Hamilton’s Fort, a few miles from Cedar City, was once a frontier outpost, the scene of several battles with Indians. Near the village of Kanarra the route passes over the rim of the Great Basin and enters the Colorado River watershed. Here Hurricane Ledge lifts more sharply into prominence, a precipitous rampart of gray and red rock mottled by piñons and junipers. The surface on which the road lies is the same as that on top of the ledge; the land in the valley either dropped hundreds of feet or the plateau was upthrust an equal distance. Hurricane Fault, as geologists call it, is the most striking displacement in the West. It extends from the volcanic Tushar Mountains, north of Cedar City, along the base of the Markagunt Plateau and southward across the Grand Canyon, a total distance of more than 200 miles.

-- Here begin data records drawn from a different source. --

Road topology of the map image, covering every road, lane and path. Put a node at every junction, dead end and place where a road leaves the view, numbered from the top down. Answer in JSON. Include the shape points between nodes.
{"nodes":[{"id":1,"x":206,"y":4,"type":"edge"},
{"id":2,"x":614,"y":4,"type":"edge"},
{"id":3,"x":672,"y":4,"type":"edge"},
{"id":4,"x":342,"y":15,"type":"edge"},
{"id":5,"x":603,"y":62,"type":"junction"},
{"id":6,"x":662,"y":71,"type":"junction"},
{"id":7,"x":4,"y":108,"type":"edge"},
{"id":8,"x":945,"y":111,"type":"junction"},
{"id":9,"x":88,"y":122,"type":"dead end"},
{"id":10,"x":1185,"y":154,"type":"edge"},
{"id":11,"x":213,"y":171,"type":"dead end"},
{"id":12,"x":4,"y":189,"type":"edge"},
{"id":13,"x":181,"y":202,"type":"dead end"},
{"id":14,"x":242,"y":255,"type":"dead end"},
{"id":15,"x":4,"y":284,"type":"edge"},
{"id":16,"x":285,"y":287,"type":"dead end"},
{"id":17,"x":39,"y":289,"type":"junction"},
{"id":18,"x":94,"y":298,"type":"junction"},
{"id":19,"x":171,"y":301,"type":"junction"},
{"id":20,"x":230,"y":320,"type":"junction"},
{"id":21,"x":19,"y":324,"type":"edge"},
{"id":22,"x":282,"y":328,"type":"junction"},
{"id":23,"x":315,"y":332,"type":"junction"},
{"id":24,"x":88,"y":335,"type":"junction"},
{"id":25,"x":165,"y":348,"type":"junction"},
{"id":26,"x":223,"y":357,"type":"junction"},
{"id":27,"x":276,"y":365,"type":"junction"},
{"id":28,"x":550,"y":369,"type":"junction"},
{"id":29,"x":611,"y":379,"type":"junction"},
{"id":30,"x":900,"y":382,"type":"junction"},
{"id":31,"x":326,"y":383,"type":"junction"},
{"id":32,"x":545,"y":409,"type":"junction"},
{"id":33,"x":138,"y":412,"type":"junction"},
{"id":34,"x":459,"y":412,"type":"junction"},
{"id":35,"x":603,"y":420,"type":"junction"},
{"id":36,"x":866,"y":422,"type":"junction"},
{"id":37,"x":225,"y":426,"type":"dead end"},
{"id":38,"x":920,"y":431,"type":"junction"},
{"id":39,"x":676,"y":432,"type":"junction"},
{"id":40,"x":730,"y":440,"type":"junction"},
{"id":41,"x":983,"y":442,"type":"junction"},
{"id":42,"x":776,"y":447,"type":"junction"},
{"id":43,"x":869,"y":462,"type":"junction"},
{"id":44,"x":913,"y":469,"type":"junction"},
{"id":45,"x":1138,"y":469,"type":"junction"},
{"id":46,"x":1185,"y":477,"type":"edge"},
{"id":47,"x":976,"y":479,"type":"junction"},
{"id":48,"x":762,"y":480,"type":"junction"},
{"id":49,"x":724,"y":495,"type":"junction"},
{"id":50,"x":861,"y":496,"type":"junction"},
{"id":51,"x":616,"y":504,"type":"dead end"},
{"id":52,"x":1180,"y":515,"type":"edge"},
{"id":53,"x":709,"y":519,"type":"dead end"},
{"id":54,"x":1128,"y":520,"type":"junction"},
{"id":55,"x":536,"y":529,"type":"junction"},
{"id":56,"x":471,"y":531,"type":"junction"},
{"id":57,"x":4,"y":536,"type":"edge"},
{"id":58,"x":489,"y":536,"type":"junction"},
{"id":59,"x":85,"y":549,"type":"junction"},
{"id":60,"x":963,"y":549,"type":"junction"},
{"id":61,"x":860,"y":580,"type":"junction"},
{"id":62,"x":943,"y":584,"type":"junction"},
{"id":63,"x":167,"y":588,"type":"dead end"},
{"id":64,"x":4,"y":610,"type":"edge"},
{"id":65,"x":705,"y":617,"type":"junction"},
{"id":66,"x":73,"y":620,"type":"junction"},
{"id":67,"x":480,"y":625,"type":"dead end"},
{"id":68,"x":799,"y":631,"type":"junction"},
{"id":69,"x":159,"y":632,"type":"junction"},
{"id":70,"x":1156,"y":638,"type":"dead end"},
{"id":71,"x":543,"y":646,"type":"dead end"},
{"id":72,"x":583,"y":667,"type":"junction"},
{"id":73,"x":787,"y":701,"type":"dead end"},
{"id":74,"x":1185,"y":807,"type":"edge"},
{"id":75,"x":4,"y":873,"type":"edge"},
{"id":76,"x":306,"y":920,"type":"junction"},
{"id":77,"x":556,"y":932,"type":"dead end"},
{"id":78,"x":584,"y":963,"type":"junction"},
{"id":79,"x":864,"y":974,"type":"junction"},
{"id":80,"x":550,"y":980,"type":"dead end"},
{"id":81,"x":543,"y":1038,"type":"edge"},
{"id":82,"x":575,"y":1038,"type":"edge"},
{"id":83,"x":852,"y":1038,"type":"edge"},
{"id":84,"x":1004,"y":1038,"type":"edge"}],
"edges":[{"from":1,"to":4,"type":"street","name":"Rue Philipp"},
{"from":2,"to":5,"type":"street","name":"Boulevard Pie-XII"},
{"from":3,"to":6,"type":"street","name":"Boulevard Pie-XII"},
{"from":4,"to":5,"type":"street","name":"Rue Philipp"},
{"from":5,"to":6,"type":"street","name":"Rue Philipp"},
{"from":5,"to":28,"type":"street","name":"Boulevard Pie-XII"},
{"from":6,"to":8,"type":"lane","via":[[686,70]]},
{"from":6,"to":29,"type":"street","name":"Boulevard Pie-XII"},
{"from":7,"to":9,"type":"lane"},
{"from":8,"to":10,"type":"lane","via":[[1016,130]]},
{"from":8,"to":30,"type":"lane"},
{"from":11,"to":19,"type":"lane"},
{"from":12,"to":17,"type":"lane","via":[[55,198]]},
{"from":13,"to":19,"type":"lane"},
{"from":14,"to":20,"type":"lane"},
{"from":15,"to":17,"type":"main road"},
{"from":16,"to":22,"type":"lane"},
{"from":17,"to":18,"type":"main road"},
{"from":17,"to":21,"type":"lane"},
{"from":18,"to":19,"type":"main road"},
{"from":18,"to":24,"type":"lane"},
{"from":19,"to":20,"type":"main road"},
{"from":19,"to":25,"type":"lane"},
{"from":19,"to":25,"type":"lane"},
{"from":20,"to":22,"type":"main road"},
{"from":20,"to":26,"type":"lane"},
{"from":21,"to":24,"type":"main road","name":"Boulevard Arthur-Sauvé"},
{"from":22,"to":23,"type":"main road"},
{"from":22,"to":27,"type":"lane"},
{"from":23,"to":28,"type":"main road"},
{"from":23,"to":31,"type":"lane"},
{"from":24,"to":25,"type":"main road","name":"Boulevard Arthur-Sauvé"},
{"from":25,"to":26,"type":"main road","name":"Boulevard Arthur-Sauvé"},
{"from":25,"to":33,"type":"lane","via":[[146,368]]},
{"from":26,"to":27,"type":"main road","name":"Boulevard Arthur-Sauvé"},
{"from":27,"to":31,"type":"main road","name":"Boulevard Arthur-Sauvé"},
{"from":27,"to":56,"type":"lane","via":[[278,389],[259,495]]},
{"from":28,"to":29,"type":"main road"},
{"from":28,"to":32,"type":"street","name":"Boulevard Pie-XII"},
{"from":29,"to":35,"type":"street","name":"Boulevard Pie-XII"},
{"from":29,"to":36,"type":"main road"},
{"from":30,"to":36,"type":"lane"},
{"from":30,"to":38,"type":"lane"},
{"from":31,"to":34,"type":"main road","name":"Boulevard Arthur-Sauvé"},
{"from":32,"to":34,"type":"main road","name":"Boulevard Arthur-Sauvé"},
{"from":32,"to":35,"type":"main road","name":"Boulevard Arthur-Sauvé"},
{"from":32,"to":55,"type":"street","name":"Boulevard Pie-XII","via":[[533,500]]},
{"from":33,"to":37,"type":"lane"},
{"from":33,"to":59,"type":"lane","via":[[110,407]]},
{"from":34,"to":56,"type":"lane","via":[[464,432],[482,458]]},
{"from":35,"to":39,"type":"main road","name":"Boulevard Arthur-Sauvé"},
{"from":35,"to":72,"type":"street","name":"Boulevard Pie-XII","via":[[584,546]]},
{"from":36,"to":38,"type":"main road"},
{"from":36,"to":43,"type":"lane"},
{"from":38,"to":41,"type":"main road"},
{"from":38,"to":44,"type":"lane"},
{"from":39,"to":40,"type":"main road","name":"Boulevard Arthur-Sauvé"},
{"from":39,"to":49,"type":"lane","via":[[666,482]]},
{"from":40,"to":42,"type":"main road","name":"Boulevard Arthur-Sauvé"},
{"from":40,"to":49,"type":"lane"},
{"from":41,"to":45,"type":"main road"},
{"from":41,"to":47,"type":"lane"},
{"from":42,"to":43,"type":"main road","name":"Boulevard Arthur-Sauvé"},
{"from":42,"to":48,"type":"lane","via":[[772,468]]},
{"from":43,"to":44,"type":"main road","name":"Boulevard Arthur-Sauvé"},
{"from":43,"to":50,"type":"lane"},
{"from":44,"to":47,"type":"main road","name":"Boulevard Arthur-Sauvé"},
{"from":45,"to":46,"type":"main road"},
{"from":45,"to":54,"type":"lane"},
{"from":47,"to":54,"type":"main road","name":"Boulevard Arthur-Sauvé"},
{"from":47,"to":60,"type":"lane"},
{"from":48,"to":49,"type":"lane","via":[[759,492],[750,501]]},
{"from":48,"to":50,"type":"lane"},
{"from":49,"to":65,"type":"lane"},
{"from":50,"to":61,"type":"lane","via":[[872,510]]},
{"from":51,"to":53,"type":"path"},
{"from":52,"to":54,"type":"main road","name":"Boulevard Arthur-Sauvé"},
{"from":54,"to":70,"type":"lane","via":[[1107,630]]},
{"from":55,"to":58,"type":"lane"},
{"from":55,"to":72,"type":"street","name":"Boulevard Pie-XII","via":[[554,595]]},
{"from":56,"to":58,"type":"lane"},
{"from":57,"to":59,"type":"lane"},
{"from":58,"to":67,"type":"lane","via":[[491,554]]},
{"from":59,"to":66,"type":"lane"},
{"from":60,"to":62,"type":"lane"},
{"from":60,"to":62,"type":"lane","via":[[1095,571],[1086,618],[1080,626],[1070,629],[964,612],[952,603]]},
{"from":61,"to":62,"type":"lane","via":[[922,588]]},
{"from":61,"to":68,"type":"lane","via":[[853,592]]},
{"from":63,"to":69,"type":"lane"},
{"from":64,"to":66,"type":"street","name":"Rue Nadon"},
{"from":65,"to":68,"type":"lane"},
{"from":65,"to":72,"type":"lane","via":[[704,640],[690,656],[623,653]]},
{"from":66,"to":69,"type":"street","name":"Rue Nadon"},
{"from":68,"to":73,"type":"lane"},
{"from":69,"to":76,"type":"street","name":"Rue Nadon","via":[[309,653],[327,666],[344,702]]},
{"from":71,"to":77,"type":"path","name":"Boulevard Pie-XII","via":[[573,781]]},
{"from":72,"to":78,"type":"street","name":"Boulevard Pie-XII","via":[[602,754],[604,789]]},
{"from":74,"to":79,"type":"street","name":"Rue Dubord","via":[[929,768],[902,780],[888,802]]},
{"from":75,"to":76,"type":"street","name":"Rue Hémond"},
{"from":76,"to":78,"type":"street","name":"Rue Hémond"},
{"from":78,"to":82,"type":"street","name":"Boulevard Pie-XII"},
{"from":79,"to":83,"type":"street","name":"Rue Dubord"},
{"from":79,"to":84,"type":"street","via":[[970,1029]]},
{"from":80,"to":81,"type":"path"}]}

Looking Toward the Narrows, Zion National Park

The road now follows Ash Creek, a tributary of the Virgin, over lava flows where prickly pears, pin-cushion cacti, yucca, torchweed and miner’s candlesticks grow among the sage brush. Thereabouts the first view is had of the Valley of the Virgin, Utah’s “Dixie,” a tumbled region of low mesas, black volcanic cones, lava fields and dunes of cherry-red sand, settled by Mormon colonists in 1858. This “Dixie” section of Utah, about 3,000 feet in elevation, is sub-tropical in climate, grows a large variety of agricultural products including cotton and tobacco, and its poplar-shaded villages have a quaintness suggestive of foreign lands. One of the most picturesque communities is Toquerville, named after an Indian chief, and where the automobiles stop so that the traveler may purchase for small sums an amazing variety of delicious fruit: figs, pomegranates, grapes, melons, almonds, peaches, pears, plums and apricots. Along the village street, with its double row of poplars planted as windbreaks, are odd houses of adobe fenced with stone, seemingly asleep beneath their luxuriant fig trees; irrigation streams gurgle and sing with the cool seduction of flowing water in an arid land. The scene has a pastoral air of Biblical peace and plenty. Three miles south, the Harding Highway crosses La Verkin Creek, turns eastward, and begins to climb.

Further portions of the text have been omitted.